Blandois de Paris ôta son chapeau à larges bords et salua les dames sans quitter son coin.

« Mille pardons ! dit-il, mais le maestro se montre si inexorable avec moi que je n’ose pas bouger.

— Ne bougez pas alors, répondit tranquillement Gowan, tandis que les deux sœurs s’approchaient du chevalet. Que ces dames voient au moins l’original de ma croûte, afin qu’elles sachent ce que j’ai voulu représenter. Le voilà, mesdemoiselles. Un brave attendant sa proie, un illustre patriote attendant l’occasion de sauver sa patrie, l’ennemi commun attendant l’occasion de faire du mal au premier venu, ou un messager du ciel attendant l’occasion de rendre service au premier venu… tout ce que vous trouverez qui lui ressemble le mieux.

— Dites plutôt, professore mio, un pauvre gentilhomme qui attend l’occasion de présenter ses hommages à l’élégance et à la beauté, remarqua Blandois.

— Ou disons, cattivo soggetto mio, répondit Gowan, donnant un coup de pinceau au portrait à l’endroit où le visage du modèle venait de remuer, un assassin qui vient de faire son coup. Montrez votre blanche main, Blandois. Tenez-la en dehors du manteau. Ne la remuez pas. »

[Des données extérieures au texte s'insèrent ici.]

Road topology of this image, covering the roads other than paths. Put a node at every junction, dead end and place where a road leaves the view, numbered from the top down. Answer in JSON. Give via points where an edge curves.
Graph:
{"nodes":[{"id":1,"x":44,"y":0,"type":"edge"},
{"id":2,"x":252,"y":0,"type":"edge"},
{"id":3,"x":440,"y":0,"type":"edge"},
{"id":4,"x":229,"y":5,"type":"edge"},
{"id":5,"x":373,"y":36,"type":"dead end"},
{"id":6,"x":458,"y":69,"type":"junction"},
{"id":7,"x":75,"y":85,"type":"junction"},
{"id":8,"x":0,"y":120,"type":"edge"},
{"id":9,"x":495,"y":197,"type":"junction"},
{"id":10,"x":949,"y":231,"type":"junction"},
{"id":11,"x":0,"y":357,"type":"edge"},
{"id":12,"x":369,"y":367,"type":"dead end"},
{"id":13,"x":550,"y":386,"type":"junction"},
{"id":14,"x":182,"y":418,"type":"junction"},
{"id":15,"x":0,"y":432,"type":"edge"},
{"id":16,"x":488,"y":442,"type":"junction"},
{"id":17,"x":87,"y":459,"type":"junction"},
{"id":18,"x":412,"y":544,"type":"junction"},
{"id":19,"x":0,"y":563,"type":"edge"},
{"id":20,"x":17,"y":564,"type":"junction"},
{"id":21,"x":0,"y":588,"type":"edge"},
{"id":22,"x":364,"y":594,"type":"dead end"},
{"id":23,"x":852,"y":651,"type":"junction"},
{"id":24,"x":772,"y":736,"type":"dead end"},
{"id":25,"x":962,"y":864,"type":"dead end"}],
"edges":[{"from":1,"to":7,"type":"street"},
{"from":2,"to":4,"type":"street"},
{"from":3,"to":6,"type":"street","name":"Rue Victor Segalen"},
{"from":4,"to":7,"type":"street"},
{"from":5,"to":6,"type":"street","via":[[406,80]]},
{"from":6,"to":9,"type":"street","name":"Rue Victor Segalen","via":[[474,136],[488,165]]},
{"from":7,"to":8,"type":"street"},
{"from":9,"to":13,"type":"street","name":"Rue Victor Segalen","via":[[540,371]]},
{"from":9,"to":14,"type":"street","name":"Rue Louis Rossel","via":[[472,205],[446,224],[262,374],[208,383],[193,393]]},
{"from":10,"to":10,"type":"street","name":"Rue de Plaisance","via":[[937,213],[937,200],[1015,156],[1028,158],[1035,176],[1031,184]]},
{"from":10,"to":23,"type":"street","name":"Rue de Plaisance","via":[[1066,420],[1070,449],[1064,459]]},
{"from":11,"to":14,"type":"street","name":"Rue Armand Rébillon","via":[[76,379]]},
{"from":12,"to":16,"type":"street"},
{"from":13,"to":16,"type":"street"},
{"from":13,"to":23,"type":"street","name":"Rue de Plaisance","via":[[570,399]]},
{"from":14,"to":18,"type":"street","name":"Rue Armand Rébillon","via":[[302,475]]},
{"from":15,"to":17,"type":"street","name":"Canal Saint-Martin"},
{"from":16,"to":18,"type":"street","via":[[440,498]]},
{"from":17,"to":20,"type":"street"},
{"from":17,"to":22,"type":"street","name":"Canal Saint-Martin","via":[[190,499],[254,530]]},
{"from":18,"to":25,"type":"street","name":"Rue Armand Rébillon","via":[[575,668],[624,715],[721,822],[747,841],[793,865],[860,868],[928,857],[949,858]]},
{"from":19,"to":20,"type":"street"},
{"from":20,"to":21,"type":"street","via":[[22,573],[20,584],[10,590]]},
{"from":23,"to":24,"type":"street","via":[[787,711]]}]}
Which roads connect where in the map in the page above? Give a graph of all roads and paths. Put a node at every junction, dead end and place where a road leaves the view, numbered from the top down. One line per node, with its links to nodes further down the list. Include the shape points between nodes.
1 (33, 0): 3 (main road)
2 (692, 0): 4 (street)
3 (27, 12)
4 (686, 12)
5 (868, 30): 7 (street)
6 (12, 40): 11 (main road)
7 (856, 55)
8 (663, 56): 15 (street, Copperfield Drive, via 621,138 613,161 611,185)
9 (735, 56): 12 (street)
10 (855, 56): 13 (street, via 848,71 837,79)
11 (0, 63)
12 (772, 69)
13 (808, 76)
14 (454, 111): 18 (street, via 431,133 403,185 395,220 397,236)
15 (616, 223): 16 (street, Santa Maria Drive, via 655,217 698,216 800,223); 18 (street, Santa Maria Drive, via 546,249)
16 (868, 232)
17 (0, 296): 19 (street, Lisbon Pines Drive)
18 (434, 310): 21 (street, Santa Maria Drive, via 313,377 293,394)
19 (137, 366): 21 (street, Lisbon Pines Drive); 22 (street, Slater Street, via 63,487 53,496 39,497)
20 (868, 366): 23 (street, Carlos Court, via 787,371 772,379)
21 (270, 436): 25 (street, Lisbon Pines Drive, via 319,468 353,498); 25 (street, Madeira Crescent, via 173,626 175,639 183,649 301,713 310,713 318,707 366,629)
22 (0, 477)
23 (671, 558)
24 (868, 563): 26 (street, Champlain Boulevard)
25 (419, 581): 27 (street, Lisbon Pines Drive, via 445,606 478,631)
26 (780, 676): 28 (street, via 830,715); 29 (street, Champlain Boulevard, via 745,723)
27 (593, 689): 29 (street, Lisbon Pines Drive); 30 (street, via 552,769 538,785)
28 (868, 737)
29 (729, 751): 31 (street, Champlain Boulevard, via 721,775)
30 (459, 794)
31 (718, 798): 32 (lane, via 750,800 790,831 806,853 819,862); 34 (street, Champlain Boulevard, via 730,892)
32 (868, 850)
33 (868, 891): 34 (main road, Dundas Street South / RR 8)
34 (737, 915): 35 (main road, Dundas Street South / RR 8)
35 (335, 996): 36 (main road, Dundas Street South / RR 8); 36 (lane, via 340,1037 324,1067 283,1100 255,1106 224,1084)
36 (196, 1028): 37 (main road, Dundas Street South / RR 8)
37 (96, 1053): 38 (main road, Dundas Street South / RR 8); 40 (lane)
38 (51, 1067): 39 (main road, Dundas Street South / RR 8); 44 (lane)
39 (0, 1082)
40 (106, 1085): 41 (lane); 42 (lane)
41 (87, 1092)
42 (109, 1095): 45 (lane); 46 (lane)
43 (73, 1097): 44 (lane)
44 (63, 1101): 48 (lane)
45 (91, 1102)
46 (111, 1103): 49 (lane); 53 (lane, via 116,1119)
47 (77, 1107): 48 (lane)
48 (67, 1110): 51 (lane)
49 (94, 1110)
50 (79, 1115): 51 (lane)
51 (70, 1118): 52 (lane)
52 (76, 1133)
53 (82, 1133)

La main de Blandois tremblait un peu mais, comme il riait en ce moment, c’est ce qui explique pourquoi elle ne pouvait tenir en place.

« Il vient de lutter avec un autre meurtrier ou avec sa victime, voyez-vous, continua Gowan, traçant les mouvements de la main avec quelques coups de pinceau rapides, impatients, heurtés, et en voici les preuves. Tenez donc la main en dehors du manteau !… Corpo di San Marco, à quoi donc pensez-vous ? »

Blandois de Paris se mit à rire encore une fois, ce qui fit trembler davantage sa main ; il la leva pour caresser sa moustache qui avait l’air moite ; puis il reprit la pose voulue, avec un air encore un peu plus fanfaron que d’habitude.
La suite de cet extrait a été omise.